The four steps are sequential and all four must succeed for result.success to be True:
Step 1 stops all primary host daemons in the defined order. The order matters — trading bots first, then supporting services, then the broker itself.
Step 2 halts the trading server via a batched SSH command. All trading daemons on the trading server get a single SSH session with chained stop commands:
stop_cmds = "; ".join(
f"launchctl stop {d}" for d in TRADING_SERVER_DAEMONS
)
This was a deliberate optimization — four separate SSH connections with 10-second timeouts each becomes one 15-second connection. If the trading server is unreachable, this is noted but does not fail the shutdown. Primary host daemons stop regardless.
Step 3 revokes all agent auth tokens by replacing every agent's token hash in the registry database with a random bcrypt hash that will never match any outstanding bearer token. This means even if an agent somehow survived the launchctl stop, its next API call to the broker will be rejected. Token revocation is the belt to launchctl's suspenders.
Step 4 locks env files by chmod 000 on .principal/.env, principal-broker/.env, and .config/openclaw/.env. No process can read credentials after this step.
When to use it: Active security incident, confirmed system compromise, or any situation where you need absolute certainty that nothing is running. The recovery process is manual and deliberate — Level 4 is designed to be hard to come back from quickly, so the threshold for triggering it should be correspondingly high.
The Level-Never-Decreases Property
self._active_level = max(self._active_level, 1)
Every level method uses max() when setting the active level (except Level 4, which sets it directly to 4).

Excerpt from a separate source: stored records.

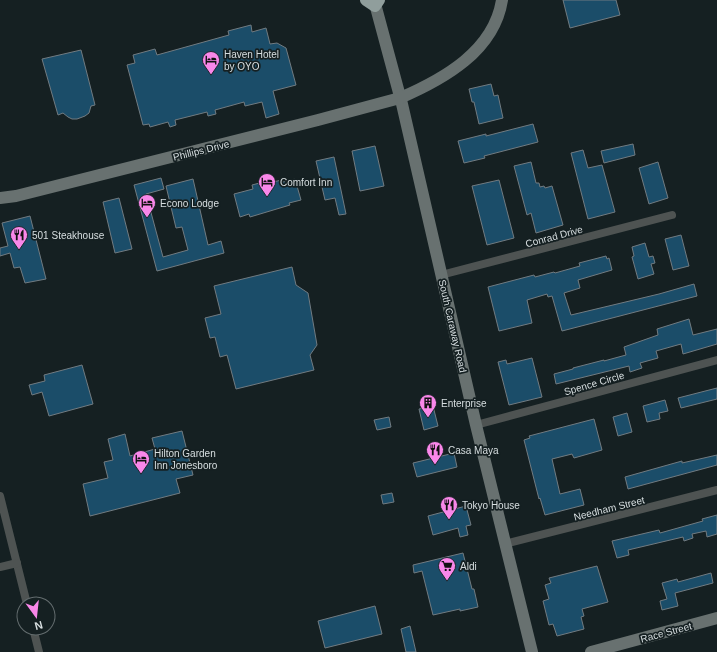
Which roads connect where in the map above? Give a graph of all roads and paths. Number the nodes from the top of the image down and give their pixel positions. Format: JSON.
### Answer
{"nodes":[{"id":1,"x":502,"y":0,"type":"edge"},
{"id":2,"x":373,"y":1,"type":"edge"},
{"id":3,"x":400,"y":98,"type":"junction"},
{"id":4,"x":0,"y":198,"type":"edge"},
{"id":5,"x":672,"y":215,"type":"dead end"},
{"id":6,"x":441,"y":275,"type":"junction"},
{"id":7,"x":717,"y":360,"type":"edge"},
{"id":8,"x":476,"y":425,"type":"junction"},
{"id":9,"x":717,"y":490,"type":"edge"},
{"id":10,"x":0,"y":496,"type":"edge"},
{"id":11,"x":505,"y":544,"type":"junction"},
{"id":12,"x":17,"y":563,"type":"junction"},
{"id":13,"x":0,"y":567,"type":"edge"},
{"id":14,"x":25,"y":596,"type":"edge"},
{"id":15,"x":717,"y":618,"type":"edge"},
{"id":16,"x":35,"y":636,"type":"edge"},
{"id":17,"x":39,"y":652,"type":"edge"},
{"id":18,"x":532,"y":652,"type":"edge"},
{"id":19,"x":591,"y":652,"type":"edge"}],
"edges":[{"from":1,"to":3,"type":"street","name":"Phillips Drive"},
{"from":2,"to":3,"type":"street","name":"South Caraway Road"},
{"from":3,"to":4,"type":"street","name":"Phillips Drive"},
{"from":3,"to":6,"type":"street","name":"South Caraway Road"},
{"from":5,"to":6,"type":"street","name":"Conrad Drive"},
{"from":6,"to":8,"type":"street","name":"South Caraway Road"},
{"from":7,"to":8,"type":"street","name":"Spence Circle"},
{"from":8,"to":11,"type":"street","name":"South Caraway Road"},
{"from":9,"to":11,"type":"street","name":"Needham Street"},
{"from":10,"to":12,"type":"street"},
{"from":11,"to":18,"type":"street","name":"South Caraway Road"},
{"from":12,"to":13,"type":"street"},
{"from":12,"to":14,"type":"street"},
{"from":15,"to":19,"type":"street","name":"Race Street"},
{"from":16,"to":17,"type":"street"}]}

This means if you're at Level 3 and somehow trigger a Level 1 halt, the level stays at 3. You cannot accidentally de-escalate by triggering a lower-level action.
This is an invariant with a test:
class TestLevelProgression:
def test_level_never_decreases(self, ks):
with patch.object(ks, "_stop_daemon", return_value=True):
ks.level_2_halt()
assert ks.active_level == 2
ks.level_1_halt(["BTC"])
assert ks.active_level == 2 # stays at 2
To decrease the level, you call resume() explicitly after investigation. The level does not decrease on its own.